He coughed until his coughing turned to gagging, his stomach rebelling. He kicked the blankets away and scrambled out of bed, crossing the room in a few short steps. He ran down the hallway with his hand clapped over his mouth, bare feet more or less muted by the thick carpeting on the floor. He didn't bother to close the bathroom door behind him; it was roughly four in the morning and tasting the burning avid of bile on the back of his tongue did very little to persuade him to take the few extra seconds to close it.  
   
Crashing to his knees in front of the toilet, he threw up violently, never-mind that there was hardly anything in his stomach to bring back up. He hadn't been eating because of the case and their dinner had been spoiled by the fact that their flat was on fire. Remnants of tea and toast and cups of coffee made up his vomit, he noted idly; those were luxuries that he'd never experience in his own flat again and yet, there they were, half-digested in the toilet basin.

Sherlock coughed weakly and swallowed against the burning ache in his throat.

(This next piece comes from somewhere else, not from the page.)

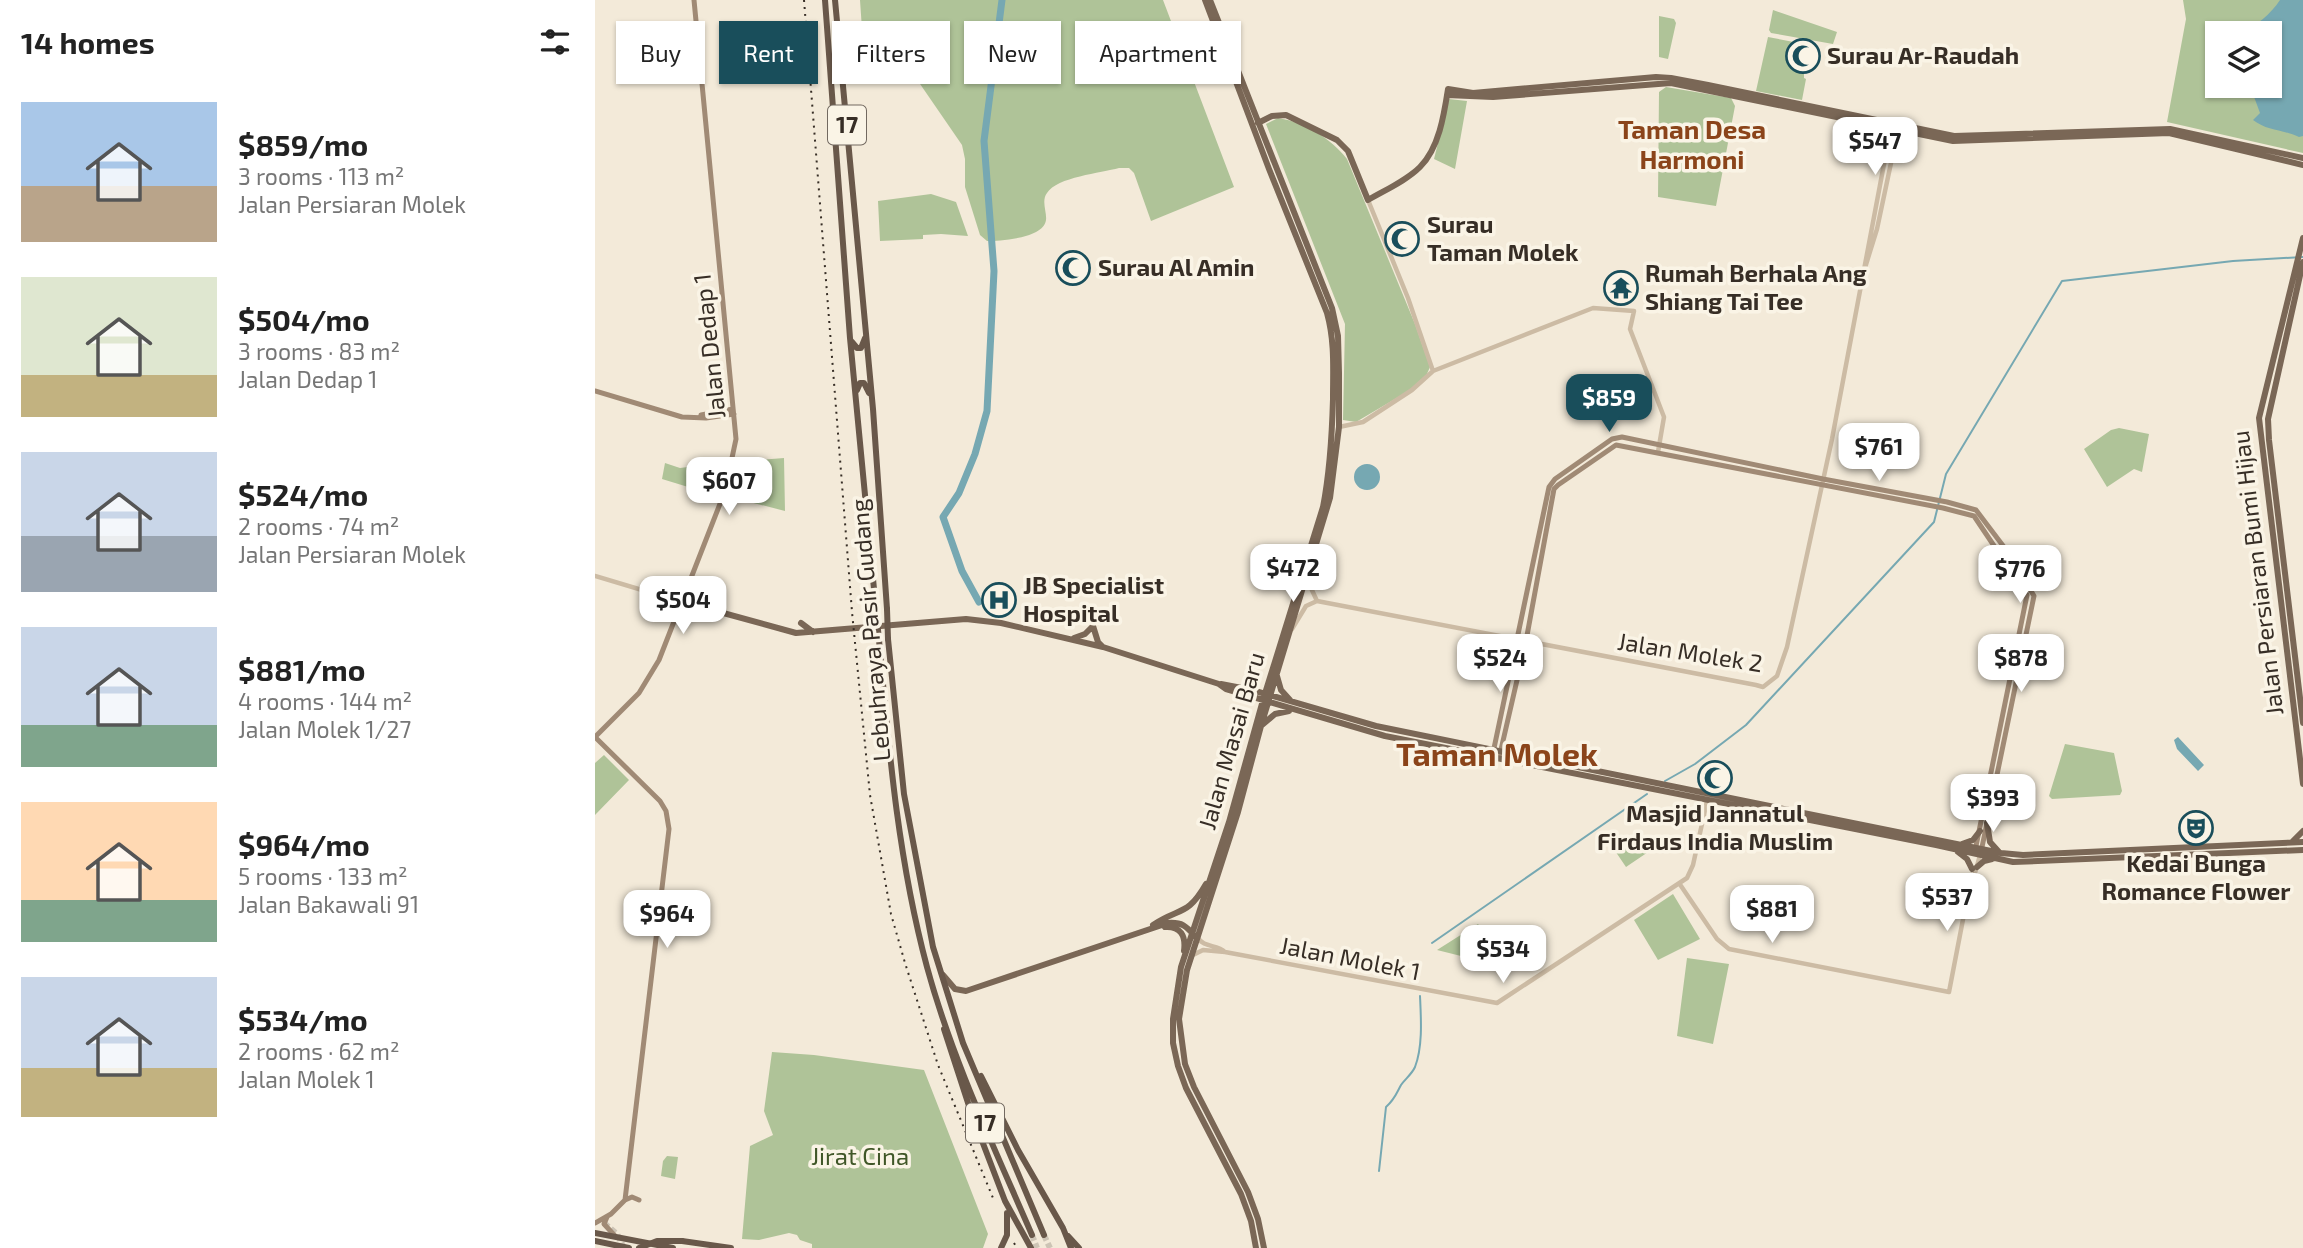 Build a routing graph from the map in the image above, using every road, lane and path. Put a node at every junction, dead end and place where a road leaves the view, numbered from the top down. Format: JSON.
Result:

It seemed like it took every ounce of energy in his body to reach back and flush the toilet and then push himself to his feet. His entire body was shaking. He was getting too old for this. Or maybe the mental strain had him feeling a bit older than forty-three... but no matter the reason, he didn't want to end up in front of the toilet, vomiting up meagre suppers any time in the near future again.

"Hey..."

Sherlock flinched from the voice - John's, hesitant, half-asleep - his nerves shooting taut before unravelling again, the invisible rubber band snapping and his stomach reacting again. He spun for the sink this time to cough and retch, knowing that nothing else would be coming back up except bile and saliva. He put things into his mouth he shouldn't for the sake of science - two week old pasta or not washing his hands after rooting through skips - so he knew what he was going to cough back up. That was the only reason he went for the sink. As amusing as the thought of throwing up all over Mycroft's penthouse would, he wouldn't actually do it because... yeah, he had standards.

"... You okay?" John murmured, stepping into the bathroom.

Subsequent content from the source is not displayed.